L’un des souvenirs les plus douloureux reste gravé dans sa mémoire. David Vocat raconte avoir tenté de sauver une jeune fille, la massant longuement sur un banc. Puis un sanitaire lui annonce qu’il faut partir, que d’autres peuvent encore être sauvés. « Cette fille, elle est déjà morte », lui dit-on. La laisser là, repartir, est une épreuve qu’il juge presque impossible à supporter. « Ça ne devrait pas être possible de vivre ça dans une vie », murmure-t-il.

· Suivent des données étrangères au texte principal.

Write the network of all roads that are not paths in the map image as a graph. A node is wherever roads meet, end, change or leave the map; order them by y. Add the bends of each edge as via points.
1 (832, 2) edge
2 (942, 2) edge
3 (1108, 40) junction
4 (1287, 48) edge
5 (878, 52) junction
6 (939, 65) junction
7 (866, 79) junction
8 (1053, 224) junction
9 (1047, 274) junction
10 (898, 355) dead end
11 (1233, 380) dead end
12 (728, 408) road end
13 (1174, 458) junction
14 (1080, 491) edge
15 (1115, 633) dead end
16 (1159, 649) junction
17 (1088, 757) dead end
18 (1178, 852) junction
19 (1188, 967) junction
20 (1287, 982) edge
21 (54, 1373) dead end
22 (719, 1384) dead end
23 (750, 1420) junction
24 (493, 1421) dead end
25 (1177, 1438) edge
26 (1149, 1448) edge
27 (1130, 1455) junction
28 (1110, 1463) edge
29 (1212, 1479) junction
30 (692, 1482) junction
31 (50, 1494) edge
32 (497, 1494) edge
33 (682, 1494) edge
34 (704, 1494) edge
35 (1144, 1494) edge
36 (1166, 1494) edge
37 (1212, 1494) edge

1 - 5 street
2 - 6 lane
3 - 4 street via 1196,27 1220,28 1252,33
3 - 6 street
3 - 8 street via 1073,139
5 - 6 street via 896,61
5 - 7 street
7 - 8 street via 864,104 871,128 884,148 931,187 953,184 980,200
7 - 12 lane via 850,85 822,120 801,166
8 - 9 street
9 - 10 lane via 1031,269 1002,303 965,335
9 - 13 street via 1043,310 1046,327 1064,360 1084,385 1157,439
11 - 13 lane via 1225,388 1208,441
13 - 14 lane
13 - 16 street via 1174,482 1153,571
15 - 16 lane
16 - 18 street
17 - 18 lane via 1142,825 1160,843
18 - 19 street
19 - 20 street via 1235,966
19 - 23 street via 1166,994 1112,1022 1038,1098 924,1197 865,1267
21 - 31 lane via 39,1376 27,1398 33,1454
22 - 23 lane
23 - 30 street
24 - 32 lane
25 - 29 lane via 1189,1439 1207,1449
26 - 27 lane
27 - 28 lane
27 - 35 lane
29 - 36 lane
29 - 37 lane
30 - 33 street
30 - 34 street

Le courage inattendu des jeunes
Malgré l’horreur, le chef des pompiers tient à saluer l’élan de solidarité exceptionnel des jeunes présents. « Ils nous ont aidés, ils ont pris des chaises, du matériel de terrasse, ils ont transporté les blessés avec nous », explique-t-il. Un esprit collectif et une entraide spontanée qui ont permis de sauver des vies au cœur du chaos.
Le doute après le drame
Enfin, David Vocat confie un questionnement intime, presque impensable pour un homme de sa trempe. Après avoir rencontré une mère ayant perdu son fils, il redoutait sa réaction. Contre toute attente, elle l’a remercié pour les vies sauvées. Un moment qui l’a profondément brisé. « Je fais ce boulot par passion, mais je ne sais pas si je vais pouvoir continuer », admet-il, la voix tremblante.